▶ [ABOUT THIS EXERCISE]:
All lines in the data below carrying the string "Large" are to be located and copied.

BEGIN WORKING DATA

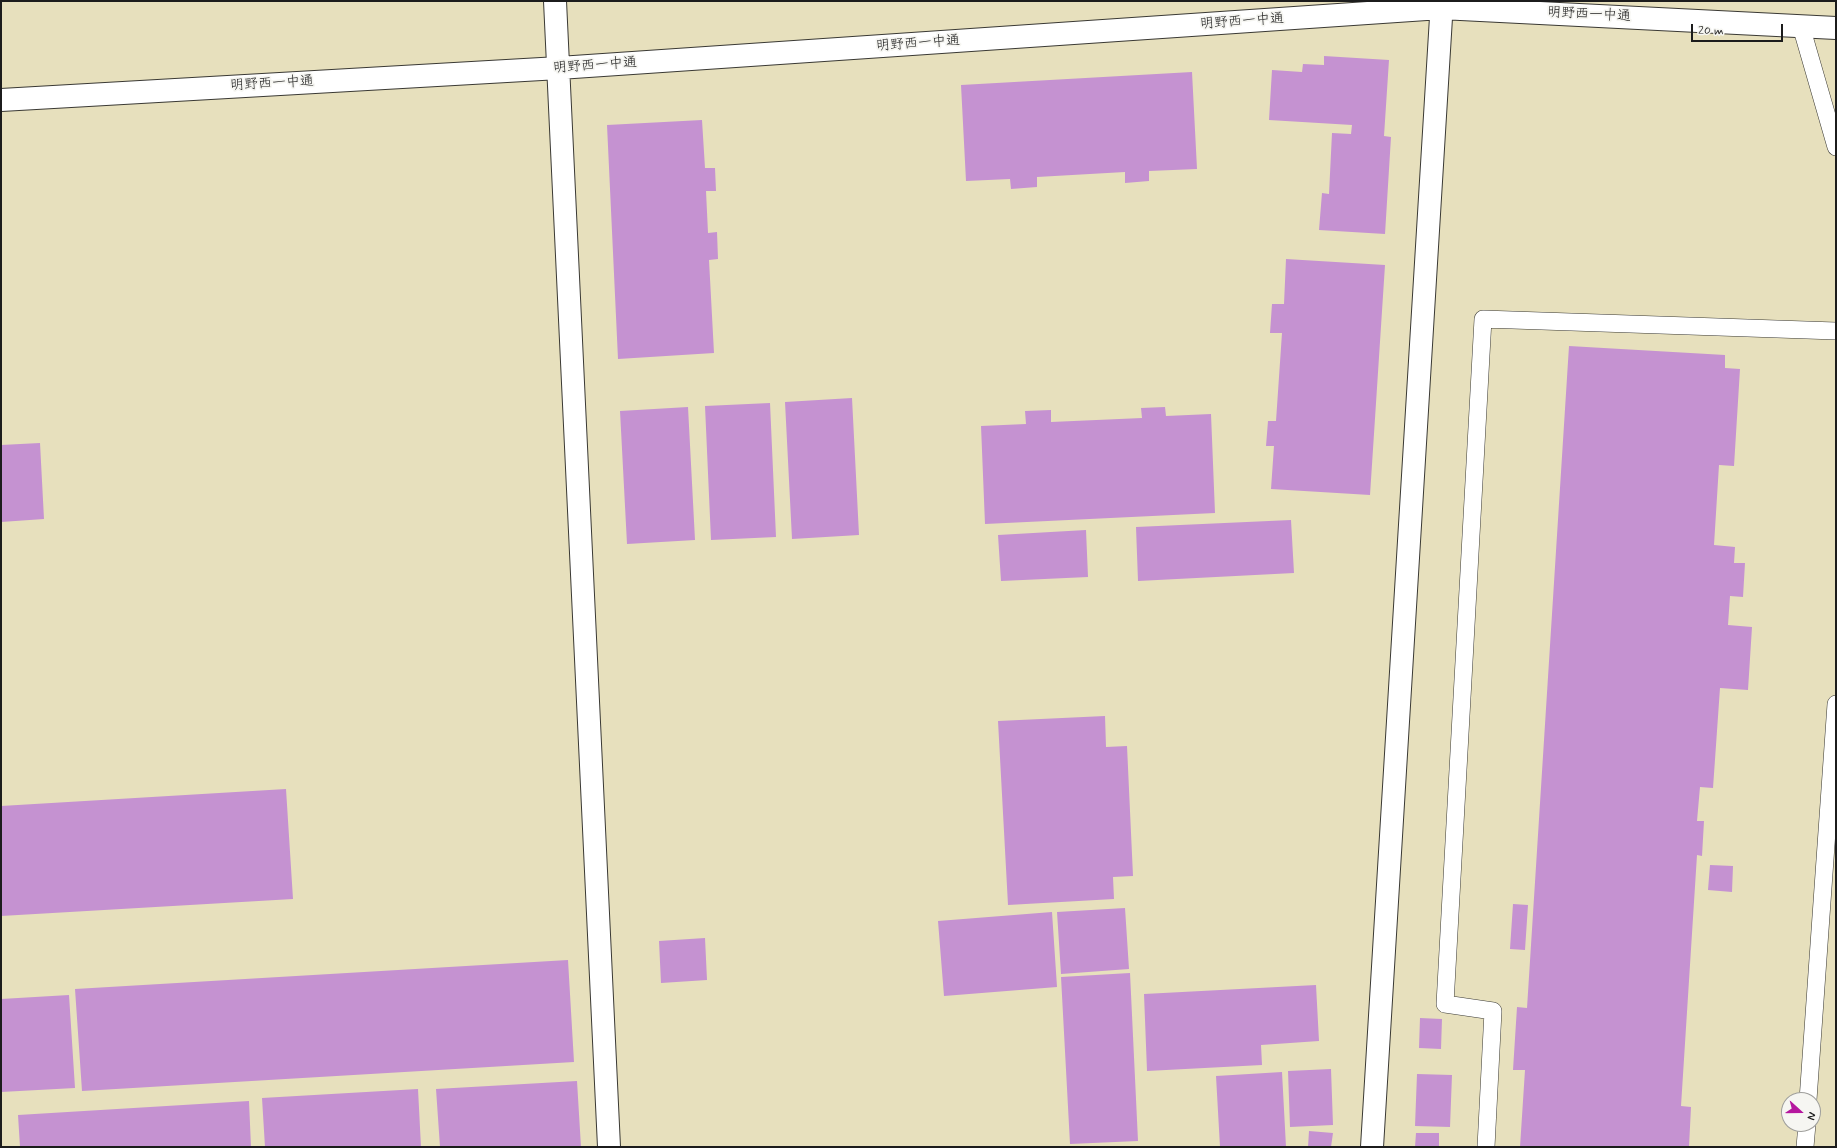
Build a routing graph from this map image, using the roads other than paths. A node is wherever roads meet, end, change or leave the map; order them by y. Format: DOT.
graph roads {
  1 [pos="555,1"];
  2 [pos="1442,4"];
  3 [pos="1801,26"];
  4 [pos="1836,28"];
  5 [pos="559,68"];
  6 [pos="1,100"];
  7 [pos="1836,147"];
  8 [pos="1836,331"];
  9 [pos="1836,704"];
  10 [pos="1809,1092"];
  11 [pos="1806,1132"];
  12 [pos="609,1147"];
  13 [pos="1372,1147"];
  14 [pos="1486,1147"];
  15 [pos="1805,1147"];
  1 -- 5 [label="street"];
  2 -- 3 [label="street, 明野西一中通"];
  2 -- 5 [label="street, 明野西一中通"];
  2 -- 13 [label="street"];
  3 -- 4 [label="street, 明野西一中通"];
  3 -- 7 [label="lane"];
  5 -- 6 [label="street, 明野西一中通"];
  5 -- 12 [label="street"];
  8 -- 14 [label="lane"];
  9 -- 10 [label="lane"];
  11 -- 15 [label="lane"];
}
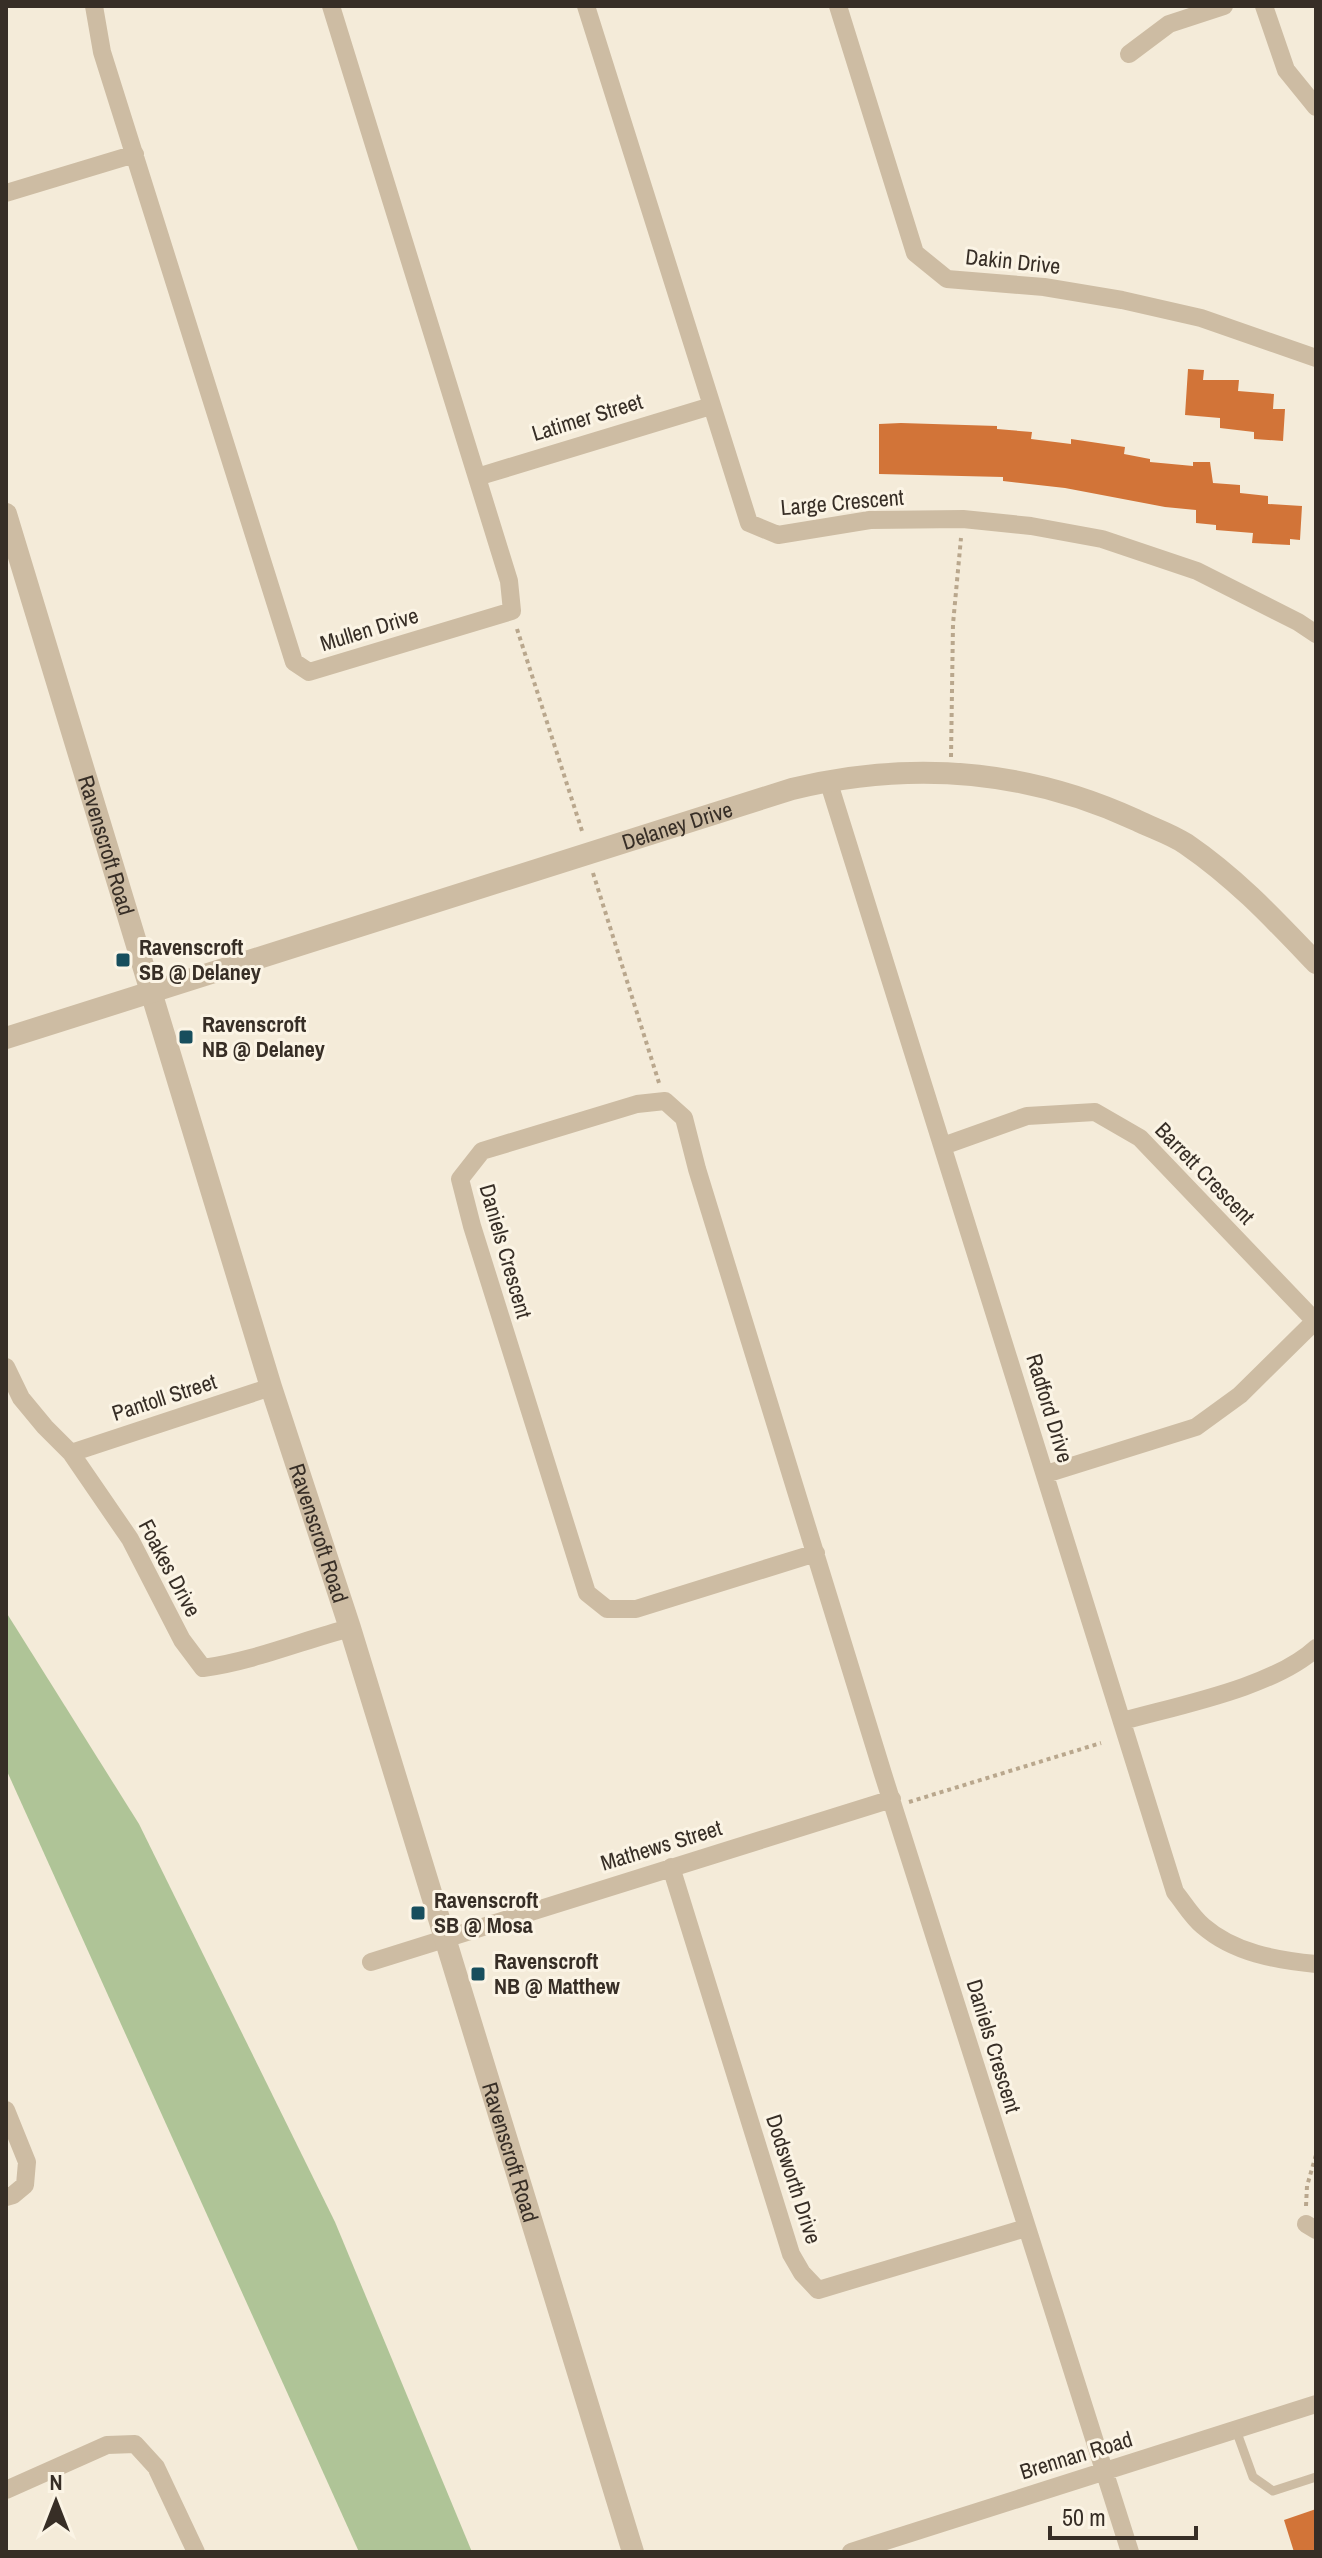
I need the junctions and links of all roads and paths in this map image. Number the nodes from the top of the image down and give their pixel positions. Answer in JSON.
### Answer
{"nodes":[{"id":1,"x":94,"y":6,"type":"edge"},
{"id":2,"x":331,"y":6,"type":"edge"},
{"id":3,"x":586,"y":6,"type":"edge"},
{"id":4,"x":838,"y":6,"type":"edge"},
{"id":5,"x":1224,"y":6,"type":"edge"},
{"id":6,"x":1264,"y":6,"type":"edge"},
{"id":7,"x":1129,"y":54,"type":"dead end"},
{"id":8,"x":1316,"y":107,"type":"edge"},
{"id":9,"x":135,"y":154,"type":"junction"},
{"id":10,"x":6,"y":193,"type":"edge"},
{"id":11,"x":1316,"y":358,"type":"edge"},
{"id":12,"x":711,"y":406,"type":"junction"},
{"id":13,"x":477,"y":477,"type":"junction"},
{"id":14,"x":6,"y":514,"type":"edge"},
{"id":15,"x":963,"y":519,"type":"junction"},
{"id":16,"x":1316,"y":634,"type":"edge"},
{"id":17,"x":951,"y":771,"type":"junction"},
{"id":18,"x":828,"y":780,"type":"junction"},
{"id":19,"x":1316,"y":963,"type":"edge"},
{"id":20,"x":150,"y":992,"type":"junction"},
{"id":21,"x":6,"y":1038,"type":"edge"},
{"id":22,"x":943,"y":1146,"type":"junction"},
{"id":23,"x":1316,"y":1321,"type":"edge"},
{"id":24,"x":6,"y":1367,"type":"edge"},
{"id":25,"x":271,"y":1387,"type":"junction"},
{"id":26,"x":71,"y":1453,"type":"junction"},
{"id":27,"x":1046,"y":1474,"type":"junction"},
{"id":28,"x":816,"y":1553,"type":"junction"},
{"id":29,"x":350,"y":1628,"type":"junction"},
{"id":30,"x":1316,"y":1648,"type":"edge"},
{"id":31,"x":1123,"y":1721,"type":"junction"},
{"id":32,"x":1101,"y":1743,"type":"dead end"},
{"id":33,"x":892,"y":1799,"type":"junction"},
{"id":34,"x":671,"y":1867,"type":"junction"},
{"id":35,"x":444,"y":1938,"type":"junction"},
{"id":36,"x":371,"y":1962,"type":"dead end"},
{"id":37,"x":1316,"y":1964,"type":"edge"},
{"id":38,"x":6,"y":2110,"type":"edge"},
{"id":39,"x":1316,"y":2155,"type":"edge"},
{"id":40,"x":6,"y":2197,"type":"edge"},
{"id":41,"x":1311,"y":2227,"type":"edge"},
{"id":42,"x":1026,"y":2228,"type":"junction"},
{"id":43,"x":1316,"y":2404,"type":"edge"},
{"id":44,"x":1236,"y":2430,"type":"junction"},
{"id":45,"x":1106,"y":2471,"type":"junction"},
{"id":46,"x":1316,"y":2477,"type":"edge"},
{"id":47,"x":6,"y":2490,"type":"edge"},
{"id":48,"x":196,"y":2552,"type":"edge"},
{"id":49,"x":633,"y":2552,"type":"edge"},
{"id":50,"x":851,"y":2552,"type":"edge"},
{"id":51,"x":1130,"y":2552,"type":"edge"}],
"edges":[{"from":1,"to":9,"type":"street","name":"Mullen Drive"},
{"from":2,"to":13,"type":"street","name":"Mullen Drive"},
{"from":3,"to":12,"type":"street","name":"Large Crescent"},
{"from":4,"to":11,"type":"street","name":"Dakin Drive"},
{"from":5,"to":7,"type":"street"},
{"from":6,"to":8,"type":"street"},
{"from":9,"to":10,"type":"street"},
{"from":9,"to":13,"type":"street","name":"Mullen Drive"},
{"from":12,"to":13,"type":"street","name":"Latimer Street"},
{"from":12,"to":15,"type":"street","name":"Large Crescent"},
{"from":14,"to":20,"type":"street","name":"Ravenscroft Road"},
{"from":15,"to":16,"type":"street","name":"Large Crescent"},
{"from":15,"to":17,"type":"path"},
{"from":17,"to":18,"type":"street","name":"Delaney Drive"},
{"from":17,"to":19,"type":"street","name":"Delaney Drive"},
{"from":18,"to":20,"type":"street","name":"Delaney Drive"},
{"from":18,"to":22,"type":"street","name":"Radford Drive"},
{"from":20,"to":21,"type":"street","name":"Delaney Drive"},
{"from":20,"to":25,"type":"street","name":"Ravenscroft Road"},
{"from":22,"to":23,"type":"street","name":"Barrett Crescent"},
{"from":22,"to":27,"type":"street","name":"Radford Drive"},
{"from":23,"to":27,"type":"street"},
{"from":24,"to":26,"type":"street","name":"Foakes Drive"},
{"from":25,"to":26,"type":"street","name":"Pantoll Street"},
{"from":25,"to":29,"type":"street","name":"Ravenscroft Road"},
{"from":26,"to":29,"type":"street","name":"Foakes Drive"},
{"from":27,"to":31,"type":"street","name":"Radford Drive"},
{"from":28,"to":28,"type":"street","name":"Daniels Crescent"},
{"from":28,"to":33,"type":"street","name":"Daniels Crescent"},
{"from":29,"to":35,"type":"street","name":"Ravenscroft Road"},
{"from":30,"to":31,"type":"street"},
{"from":31,"to":37,"type":"street","name":"Radford Drive"},
{"from":32,"to":33,"type":"path"},
{"from":33,"to":34,"type":"street","name":"Mathews Street"},
{"from":33,"to":42,"type":"street","name":"Daniels Crescent"},
{"from":34,"to":35,"type":"street","name":"Mathews Street"},
{"from":34,"to":42,"type":"street","name":"Dodsworth Drive"},
{"from":35,"to":36,"type":"street","name":"Mathews Street"},
{"from":35,"to":49,"type":"street","name":"Ravenscroft Road"},
{"from":38,"to":40,"type":"street"},
{"from":39,"to":41,"type":"path"},
{"from":42,"to":45,"type":"street","name":"Daniels Crescent"},
{"from":43,"to":44,"type":"street","name":"Brennan Road"},
{"from":44,"to":45,"type":"street","name":"Brennan Road"},
{"from":44,"to":46,"type":"lane"},
{"from":45,"to":50,"type":"street","name":"Brennan Road"},
{"from":45,"to":51,"type":"street","name":"Daniels Crescent"},
{"from":47,"to":48,"type":"street"}]}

END WORKING DATA

▶ [EXERCISE SOLUTION]:
{"from":3,"to":12,"type":"street","name":"Large Crescent"},
{"from":12,"to":15,"type":"street","name":"Large Crescent"},
{"from":15,"to":16,"type":"street","name":"Large Crescent"},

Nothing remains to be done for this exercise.